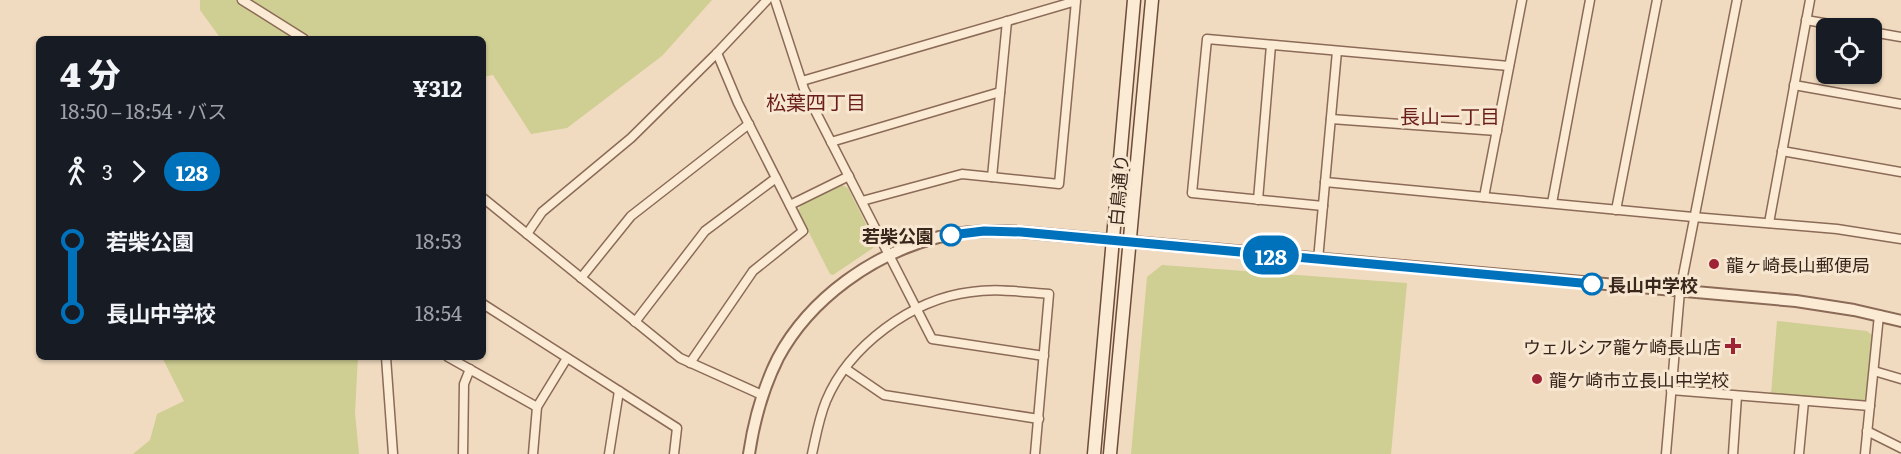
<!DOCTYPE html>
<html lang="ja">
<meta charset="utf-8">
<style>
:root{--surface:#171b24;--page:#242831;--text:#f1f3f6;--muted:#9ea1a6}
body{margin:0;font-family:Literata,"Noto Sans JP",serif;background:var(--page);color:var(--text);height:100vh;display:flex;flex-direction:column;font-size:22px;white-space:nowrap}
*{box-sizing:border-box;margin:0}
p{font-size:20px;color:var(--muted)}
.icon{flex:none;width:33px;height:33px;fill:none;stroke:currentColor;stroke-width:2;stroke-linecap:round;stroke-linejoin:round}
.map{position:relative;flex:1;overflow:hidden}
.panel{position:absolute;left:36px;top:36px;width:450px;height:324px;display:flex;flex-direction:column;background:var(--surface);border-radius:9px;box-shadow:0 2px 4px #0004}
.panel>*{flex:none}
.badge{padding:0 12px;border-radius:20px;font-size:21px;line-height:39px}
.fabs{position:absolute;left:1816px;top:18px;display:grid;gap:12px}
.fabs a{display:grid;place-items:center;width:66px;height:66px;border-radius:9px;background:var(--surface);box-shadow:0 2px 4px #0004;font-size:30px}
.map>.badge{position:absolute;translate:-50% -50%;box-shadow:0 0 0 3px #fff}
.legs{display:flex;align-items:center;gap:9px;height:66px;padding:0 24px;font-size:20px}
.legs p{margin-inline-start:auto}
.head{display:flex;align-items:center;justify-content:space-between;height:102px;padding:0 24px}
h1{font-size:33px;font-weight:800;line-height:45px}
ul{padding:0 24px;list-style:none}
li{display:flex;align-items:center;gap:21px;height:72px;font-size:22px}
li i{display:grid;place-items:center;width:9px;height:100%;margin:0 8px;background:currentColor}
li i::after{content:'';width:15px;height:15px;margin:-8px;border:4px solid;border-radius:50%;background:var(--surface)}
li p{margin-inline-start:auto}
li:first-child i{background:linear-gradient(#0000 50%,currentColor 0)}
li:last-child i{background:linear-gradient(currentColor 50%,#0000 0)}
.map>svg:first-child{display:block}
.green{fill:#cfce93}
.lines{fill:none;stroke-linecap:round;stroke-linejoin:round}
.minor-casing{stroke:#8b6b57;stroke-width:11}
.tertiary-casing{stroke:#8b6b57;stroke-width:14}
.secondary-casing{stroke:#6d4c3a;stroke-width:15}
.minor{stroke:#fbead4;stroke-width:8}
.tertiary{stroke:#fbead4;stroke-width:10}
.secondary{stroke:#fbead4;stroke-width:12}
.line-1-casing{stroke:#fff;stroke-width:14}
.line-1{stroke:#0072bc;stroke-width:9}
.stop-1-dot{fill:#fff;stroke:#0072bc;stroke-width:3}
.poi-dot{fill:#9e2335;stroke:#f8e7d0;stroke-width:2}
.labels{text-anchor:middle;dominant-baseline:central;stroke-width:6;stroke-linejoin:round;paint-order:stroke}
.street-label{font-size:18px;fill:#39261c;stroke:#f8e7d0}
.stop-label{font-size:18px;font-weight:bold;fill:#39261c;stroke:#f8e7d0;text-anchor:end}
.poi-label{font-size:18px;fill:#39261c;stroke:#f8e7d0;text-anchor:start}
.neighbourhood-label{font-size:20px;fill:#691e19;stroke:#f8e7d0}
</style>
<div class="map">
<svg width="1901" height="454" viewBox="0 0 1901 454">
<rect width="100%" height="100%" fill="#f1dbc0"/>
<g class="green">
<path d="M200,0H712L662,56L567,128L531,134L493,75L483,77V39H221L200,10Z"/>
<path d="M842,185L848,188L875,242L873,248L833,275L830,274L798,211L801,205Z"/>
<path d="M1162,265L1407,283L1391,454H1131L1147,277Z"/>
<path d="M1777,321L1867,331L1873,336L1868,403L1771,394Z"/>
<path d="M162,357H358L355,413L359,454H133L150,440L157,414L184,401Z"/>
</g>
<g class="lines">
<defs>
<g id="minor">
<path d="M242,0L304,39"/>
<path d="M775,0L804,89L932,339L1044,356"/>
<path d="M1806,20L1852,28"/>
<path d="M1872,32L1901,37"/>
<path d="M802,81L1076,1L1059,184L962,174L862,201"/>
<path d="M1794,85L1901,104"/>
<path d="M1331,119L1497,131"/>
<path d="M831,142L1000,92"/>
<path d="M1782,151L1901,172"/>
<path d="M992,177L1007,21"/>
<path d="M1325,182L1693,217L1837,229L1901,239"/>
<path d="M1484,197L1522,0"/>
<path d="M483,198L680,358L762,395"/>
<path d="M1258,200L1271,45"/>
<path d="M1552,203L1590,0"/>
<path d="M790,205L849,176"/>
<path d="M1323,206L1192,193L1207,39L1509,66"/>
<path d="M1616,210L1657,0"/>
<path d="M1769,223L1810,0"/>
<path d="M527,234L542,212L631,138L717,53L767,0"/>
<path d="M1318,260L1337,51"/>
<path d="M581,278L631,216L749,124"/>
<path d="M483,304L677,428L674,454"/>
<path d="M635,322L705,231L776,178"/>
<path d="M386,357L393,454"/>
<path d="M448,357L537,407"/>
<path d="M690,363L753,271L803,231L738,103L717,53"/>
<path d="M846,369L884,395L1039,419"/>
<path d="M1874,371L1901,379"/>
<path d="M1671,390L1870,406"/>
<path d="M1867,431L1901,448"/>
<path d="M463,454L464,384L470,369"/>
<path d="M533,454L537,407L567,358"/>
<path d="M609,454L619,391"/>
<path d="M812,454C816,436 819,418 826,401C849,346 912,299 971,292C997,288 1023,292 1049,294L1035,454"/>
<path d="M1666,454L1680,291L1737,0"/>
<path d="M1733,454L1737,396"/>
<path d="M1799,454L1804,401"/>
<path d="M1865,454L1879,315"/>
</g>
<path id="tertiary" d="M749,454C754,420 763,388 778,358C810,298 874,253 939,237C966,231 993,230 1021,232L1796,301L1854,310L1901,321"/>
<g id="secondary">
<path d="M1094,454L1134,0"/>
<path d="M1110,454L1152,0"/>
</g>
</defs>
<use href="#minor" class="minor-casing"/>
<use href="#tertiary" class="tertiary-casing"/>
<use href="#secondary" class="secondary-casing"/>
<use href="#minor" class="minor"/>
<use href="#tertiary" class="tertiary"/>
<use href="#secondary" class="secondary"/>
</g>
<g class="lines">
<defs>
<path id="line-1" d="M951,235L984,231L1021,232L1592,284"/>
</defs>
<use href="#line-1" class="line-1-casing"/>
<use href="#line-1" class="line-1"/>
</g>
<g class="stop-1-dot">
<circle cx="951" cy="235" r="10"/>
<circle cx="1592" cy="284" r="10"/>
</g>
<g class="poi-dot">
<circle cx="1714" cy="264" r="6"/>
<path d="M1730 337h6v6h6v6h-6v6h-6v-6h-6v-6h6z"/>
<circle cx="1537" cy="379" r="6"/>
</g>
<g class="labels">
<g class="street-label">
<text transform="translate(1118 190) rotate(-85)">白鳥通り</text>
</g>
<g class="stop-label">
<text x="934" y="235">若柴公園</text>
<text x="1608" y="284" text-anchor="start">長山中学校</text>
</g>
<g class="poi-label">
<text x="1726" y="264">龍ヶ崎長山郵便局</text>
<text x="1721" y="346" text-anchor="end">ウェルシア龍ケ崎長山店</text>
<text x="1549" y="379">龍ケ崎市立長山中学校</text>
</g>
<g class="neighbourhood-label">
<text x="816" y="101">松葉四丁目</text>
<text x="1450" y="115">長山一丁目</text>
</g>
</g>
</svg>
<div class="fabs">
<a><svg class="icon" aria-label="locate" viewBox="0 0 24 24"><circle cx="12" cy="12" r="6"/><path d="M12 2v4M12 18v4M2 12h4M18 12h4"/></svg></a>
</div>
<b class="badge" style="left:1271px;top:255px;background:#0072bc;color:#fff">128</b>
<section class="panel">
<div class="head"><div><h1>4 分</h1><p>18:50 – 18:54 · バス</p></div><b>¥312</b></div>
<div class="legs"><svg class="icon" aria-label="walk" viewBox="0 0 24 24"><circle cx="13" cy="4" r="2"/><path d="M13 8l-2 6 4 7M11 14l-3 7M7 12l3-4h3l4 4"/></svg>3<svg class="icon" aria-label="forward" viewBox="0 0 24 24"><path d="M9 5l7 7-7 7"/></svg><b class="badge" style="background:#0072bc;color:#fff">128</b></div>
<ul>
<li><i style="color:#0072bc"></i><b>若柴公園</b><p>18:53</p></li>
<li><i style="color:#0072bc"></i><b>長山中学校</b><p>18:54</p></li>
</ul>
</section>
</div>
---
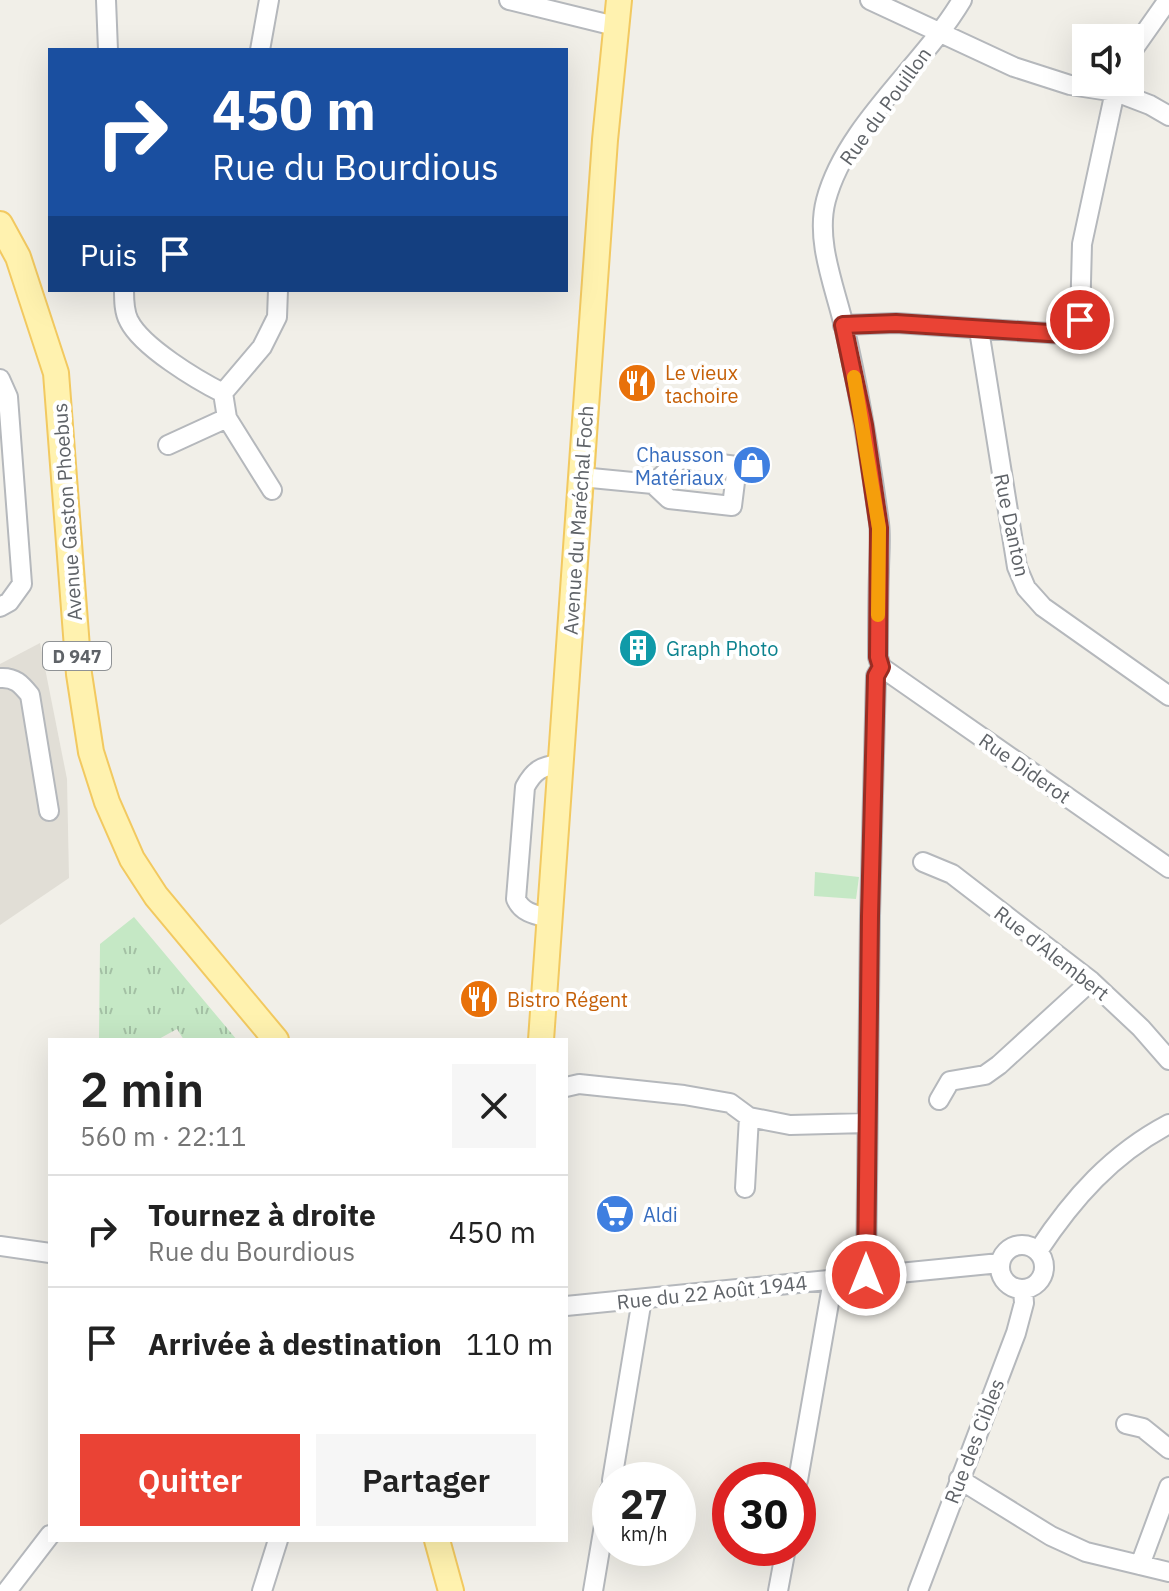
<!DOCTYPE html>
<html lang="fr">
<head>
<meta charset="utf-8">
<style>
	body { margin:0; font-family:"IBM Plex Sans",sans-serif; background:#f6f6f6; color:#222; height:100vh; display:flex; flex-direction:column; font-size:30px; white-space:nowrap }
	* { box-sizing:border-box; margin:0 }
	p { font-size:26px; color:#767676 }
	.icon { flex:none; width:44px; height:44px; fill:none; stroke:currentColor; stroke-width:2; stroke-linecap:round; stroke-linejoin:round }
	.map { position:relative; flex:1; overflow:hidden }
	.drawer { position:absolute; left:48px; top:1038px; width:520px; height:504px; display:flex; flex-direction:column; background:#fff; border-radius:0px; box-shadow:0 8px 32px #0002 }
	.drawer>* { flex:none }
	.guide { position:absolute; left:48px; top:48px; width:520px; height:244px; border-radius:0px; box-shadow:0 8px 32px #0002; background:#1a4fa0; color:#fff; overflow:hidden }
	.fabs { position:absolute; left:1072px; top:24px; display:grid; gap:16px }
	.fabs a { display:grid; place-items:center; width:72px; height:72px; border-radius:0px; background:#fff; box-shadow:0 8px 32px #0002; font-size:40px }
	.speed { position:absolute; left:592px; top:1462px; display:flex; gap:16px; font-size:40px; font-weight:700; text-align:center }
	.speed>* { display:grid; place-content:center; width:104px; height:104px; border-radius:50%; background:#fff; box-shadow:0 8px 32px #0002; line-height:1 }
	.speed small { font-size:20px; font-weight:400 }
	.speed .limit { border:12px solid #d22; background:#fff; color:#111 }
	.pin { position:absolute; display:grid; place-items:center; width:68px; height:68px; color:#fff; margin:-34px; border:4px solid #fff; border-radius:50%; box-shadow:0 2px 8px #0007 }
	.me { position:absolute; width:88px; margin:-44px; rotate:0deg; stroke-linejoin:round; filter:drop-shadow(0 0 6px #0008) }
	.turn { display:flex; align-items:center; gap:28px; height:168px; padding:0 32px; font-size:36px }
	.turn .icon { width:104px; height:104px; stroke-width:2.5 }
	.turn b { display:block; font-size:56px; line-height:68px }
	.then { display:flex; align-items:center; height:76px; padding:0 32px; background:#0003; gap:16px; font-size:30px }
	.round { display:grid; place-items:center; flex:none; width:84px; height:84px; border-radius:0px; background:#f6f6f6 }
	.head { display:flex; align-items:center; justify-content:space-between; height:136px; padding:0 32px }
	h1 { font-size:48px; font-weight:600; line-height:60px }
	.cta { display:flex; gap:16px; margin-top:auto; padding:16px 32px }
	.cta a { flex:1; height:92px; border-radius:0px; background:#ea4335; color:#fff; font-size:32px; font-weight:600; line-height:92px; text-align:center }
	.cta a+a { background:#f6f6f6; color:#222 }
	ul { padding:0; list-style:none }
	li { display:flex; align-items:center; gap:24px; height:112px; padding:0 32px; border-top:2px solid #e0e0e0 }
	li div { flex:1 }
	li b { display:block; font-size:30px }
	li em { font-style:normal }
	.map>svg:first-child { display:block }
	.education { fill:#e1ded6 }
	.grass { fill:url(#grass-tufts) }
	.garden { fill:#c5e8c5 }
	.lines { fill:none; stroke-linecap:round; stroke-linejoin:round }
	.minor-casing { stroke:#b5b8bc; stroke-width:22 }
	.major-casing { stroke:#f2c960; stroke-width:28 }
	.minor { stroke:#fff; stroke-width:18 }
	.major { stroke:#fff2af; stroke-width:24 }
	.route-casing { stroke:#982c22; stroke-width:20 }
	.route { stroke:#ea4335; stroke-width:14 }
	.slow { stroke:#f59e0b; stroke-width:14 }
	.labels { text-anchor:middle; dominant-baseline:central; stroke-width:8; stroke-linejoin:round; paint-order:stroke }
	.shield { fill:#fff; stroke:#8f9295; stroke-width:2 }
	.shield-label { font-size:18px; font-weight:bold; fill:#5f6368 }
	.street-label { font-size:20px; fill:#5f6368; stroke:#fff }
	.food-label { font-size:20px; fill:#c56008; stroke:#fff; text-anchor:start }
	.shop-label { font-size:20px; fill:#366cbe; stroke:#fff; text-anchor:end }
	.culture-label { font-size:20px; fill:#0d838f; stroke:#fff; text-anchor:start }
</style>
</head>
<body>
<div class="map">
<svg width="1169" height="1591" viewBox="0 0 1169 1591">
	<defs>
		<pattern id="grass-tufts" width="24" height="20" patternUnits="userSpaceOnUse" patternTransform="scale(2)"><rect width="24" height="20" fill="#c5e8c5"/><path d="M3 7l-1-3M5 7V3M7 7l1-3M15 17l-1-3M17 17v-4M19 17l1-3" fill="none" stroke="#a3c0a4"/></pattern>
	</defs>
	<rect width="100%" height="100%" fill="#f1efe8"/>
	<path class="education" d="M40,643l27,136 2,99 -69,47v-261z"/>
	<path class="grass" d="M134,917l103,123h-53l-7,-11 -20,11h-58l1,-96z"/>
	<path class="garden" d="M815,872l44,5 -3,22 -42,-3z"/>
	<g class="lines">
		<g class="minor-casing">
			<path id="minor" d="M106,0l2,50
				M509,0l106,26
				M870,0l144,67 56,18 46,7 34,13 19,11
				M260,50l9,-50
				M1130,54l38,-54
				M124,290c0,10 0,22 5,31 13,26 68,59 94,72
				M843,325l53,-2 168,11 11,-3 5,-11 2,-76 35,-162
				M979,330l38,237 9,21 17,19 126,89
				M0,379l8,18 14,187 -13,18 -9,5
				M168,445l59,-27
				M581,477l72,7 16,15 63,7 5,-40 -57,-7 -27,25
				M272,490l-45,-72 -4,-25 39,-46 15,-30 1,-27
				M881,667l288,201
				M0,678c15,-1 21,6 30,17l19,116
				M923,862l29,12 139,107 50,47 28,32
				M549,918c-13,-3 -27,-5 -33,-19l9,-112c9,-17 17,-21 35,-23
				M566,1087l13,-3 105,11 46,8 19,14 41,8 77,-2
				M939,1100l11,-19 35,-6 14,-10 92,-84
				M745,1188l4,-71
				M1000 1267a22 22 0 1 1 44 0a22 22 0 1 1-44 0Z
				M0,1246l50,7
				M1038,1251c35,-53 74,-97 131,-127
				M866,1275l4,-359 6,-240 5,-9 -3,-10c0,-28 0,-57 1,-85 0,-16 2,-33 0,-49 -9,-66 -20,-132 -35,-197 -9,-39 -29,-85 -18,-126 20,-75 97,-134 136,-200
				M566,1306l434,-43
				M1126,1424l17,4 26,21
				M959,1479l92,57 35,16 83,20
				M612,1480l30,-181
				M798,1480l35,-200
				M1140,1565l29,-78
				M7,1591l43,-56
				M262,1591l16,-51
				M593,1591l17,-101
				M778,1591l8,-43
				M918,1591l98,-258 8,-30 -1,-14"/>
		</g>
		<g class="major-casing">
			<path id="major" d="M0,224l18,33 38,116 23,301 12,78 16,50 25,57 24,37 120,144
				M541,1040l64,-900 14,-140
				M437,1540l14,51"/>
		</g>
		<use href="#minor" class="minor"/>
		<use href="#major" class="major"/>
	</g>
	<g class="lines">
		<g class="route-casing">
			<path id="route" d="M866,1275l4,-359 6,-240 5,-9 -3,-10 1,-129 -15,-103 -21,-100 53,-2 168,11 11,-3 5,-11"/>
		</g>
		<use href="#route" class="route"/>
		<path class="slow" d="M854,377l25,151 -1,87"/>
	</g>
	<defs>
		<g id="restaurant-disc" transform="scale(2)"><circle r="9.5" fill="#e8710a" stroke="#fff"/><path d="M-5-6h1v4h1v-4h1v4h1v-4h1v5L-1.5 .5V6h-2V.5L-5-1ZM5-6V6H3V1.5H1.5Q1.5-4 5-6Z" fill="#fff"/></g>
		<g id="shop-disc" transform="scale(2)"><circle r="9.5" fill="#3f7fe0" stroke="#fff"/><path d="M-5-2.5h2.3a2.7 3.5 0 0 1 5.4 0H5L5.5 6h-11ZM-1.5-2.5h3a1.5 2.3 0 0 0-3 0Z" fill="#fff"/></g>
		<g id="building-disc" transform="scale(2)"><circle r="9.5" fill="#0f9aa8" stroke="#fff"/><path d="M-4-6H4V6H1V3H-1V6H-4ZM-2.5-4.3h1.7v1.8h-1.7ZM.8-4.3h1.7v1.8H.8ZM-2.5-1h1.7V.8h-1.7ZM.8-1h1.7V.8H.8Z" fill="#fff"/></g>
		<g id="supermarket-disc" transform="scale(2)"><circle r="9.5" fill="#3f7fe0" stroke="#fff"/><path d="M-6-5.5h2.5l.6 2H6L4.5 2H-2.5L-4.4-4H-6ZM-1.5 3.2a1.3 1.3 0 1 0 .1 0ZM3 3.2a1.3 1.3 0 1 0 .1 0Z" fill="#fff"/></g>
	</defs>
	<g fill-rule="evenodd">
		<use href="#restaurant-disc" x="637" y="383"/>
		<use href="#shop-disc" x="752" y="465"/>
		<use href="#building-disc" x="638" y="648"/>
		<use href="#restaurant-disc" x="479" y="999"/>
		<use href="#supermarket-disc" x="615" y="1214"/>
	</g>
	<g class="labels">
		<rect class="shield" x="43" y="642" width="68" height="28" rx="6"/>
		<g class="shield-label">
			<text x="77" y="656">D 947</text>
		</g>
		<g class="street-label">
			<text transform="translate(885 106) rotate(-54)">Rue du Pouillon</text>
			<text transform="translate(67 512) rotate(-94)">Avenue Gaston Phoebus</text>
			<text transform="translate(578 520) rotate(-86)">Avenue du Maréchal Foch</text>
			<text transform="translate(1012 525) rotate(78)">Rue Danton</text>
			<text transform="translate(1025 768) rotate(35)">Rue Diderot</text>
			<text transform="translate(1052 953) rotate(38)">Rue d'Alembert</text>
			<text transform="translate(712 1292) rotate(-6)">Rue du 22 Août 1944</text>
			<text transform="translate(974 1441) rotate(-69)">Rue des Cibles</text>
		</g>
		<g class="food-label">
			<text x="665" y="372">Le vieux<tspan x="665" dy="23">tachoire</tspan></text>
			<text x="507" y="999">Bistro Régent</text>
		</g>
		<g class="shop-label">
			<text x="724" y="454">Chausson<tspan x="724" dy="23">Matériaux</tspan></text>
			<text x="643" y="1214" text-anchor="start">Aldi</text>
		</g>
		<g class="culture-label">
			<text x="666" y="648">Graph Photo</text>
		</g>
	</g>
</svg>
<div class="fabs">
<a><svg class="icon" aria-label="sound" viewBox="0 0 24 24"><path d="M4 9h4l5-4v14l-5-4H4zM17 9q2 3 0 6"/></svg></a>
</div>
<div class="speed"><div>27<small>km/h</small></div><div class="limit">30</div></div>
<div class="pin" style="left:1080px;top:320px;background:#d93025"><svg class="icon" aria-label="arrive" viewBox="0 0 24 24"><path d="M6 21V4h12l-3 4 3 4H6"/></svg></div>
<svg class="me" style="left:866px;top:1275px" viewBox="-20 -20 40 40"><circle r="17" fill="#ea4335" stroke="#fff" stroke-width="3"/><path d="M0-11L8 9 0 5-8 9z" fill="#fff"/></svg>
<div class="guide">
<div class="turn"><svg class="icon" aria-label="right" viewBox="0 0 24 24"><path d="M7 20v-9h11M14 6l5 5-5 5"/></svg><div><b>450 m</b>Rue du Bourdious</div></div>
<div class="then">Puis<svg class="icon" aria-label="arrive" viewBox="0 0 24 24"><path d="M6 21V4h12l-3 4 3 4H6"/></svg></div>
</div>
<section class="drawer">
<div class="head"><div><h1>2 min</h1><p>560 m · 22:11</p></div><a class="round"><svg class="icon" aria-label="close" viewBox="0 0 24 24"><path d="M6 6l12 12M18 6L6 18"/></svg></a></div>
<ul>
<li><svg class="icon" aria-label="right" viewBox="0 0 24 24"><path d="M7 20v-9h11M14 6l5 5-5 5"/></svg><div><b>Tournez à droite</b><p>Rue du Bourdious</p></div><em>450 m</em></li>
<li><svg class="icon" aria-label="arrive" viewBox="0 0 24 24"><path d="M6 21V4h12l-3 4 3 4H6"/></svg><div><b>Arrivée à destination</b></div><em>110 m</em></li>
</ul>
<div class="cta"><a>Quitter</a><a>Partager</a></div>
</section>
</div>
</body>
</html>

What this task involves:
Tally of lines with the word "relative": work out how many lines in the records hold it, and give that number only.

Completed exercise:
2